Let’s help her take on this movement to spark human flourishing from being viewed as soft to becoming the new imperative in the workplace and our communities. As we incorporate these transformative ideas, we become more aligned with our happiest, authentic being and not only help others to be their best, we can live our possible.
Important Links
- Center for Positive Organizations
- Awakening Compassion at Work
- Compassionomics
- Personalization of Work
- What Job Crafting Looks Like – Article
- Job Crafting Exercise
- Menlo Innovation
- The Healing Organization
- Appreciative Inquiry
- EnlivenWork
- Flourishing at Work and Beyond
- https://Sites.Google.com/umich.edu/janedutton/home
- https://PositiveOrgS.bus.umich.edu/about/20-years-of-impact/
- https://www.Linkedin.com/in/jane-dutton-2212484/
- https://www.Amazon.com/dp/B09SBVC7LF
About Jane Dutton
Jane E. Dutton is a Robert L. Kahn Distinguished University Professor Emerita of Business Administration and Psychology at Michigan Ross Business School.

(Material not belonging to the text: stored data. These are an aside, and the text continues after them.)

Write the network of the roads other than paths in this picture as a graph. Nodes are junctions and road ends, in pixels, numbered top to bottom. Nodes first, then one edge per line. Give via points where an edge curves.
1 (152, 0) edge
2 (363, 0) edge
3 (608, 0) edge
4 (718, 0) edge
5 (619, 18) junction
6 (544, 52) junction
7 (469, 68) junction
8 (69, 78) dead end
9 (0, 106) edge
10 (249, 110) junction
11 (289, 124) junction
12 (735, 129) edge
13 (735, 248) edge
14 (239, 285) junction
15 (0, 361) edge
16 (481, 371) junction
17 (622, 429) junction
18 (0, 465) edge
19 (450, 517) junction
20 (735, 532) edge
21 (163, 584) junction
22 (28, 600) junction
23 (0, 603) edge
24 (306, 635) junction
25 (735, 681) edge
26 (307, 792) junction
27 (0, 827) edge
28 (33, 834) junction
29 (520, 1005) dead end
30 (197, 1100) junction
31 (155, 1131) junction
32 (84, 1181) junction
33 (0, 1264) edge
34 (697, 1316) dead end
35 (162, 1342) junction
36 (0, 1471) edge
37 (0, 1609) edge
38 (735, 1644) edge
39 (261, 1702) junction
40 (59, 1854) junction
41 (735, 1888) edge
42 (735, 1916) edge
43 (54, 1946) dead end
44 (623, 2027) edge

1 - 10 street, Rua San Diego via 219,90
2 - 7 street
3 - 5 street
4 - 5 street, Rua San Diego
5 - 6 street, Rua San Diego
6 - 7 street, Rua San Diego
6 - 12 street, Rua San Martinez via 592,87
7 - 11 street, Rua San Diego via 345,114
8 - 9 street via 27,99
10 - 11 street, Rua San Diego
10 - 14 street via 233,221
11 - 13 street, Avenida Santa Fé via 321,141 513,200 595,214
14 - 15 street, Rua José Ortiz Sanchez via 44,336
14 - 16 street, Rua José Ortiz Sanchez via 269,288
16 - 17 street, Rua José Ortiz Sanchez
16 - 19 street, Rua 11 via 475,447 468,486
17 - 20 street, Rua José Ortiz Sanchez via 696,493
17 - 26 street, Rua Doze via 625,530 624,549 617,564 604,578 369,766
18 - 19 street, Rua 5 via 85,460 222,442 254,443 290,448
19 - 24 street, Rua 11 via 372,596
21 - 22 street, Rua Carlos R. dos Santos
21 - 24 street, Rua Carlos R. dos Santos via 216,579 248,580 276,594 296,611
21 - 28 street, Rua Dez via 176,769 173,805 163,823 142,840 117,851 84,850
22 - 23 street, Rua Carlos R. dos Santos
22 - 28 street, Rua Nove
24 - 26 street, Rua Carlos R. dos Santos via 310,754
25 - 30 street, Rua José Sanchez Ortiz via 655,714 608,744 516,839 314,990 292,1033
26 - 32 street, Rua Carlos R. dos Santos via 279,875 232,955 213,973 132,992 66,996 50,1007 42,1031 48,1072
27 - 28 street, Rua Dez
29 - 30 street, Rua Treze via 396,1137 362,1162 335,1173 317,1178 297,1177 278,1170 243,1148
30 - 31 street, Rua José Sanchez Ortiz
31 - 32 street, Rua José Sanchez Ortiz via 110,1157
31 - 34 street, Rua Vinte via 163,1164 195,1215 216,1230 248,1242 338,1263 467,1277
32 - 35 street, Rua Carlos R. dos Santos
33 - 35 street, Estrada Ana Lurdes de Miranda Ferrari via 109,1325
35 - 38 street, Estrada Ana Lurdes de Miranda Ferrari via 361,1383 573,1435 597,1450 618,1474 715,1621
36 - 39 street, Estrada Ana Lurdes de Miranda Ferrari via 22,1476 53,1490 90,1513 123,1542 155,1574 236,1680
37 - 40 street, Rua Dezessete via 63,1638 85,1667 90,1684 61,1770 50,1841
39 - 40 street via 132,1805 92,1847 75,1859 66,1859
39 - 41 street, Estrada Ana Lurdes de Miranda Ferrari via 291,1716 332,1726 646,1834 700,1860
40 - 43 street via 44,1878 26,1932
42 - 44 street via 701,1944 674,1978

Jane Dutton’s research and teaching focus on understanding how to foster human flourishing at work. She sees a critical connection between understanding theories of flourishing at work and the importance of building and changing work organizations for the better. Her current research and writing focus on compassion at work, high quality connections, positive identities, and their roles in human flourishing.
In 2002, she cofounded the Center for Positive Organizations at the Ross School of Business and has played various leadership roles in the Center since its inception. Her past research explored processes of organizational adaptation, focusing on how strategic issues are interpreted and managed in organizations, as well as issues of organizational identity and change. She has been honored to receive the Distinguished Scholar Award from multiple divisions of the Academy of Management as well as the Distinguished Scholarly Achievement Award from the Academy. Her co-authored research has won the Administrative Science Quarterly Award for Scholarly Contribution, the Best Paper Award from the Academy of Management Journal, and the Breaking the Frame Award from the Journal of Management Inquiry.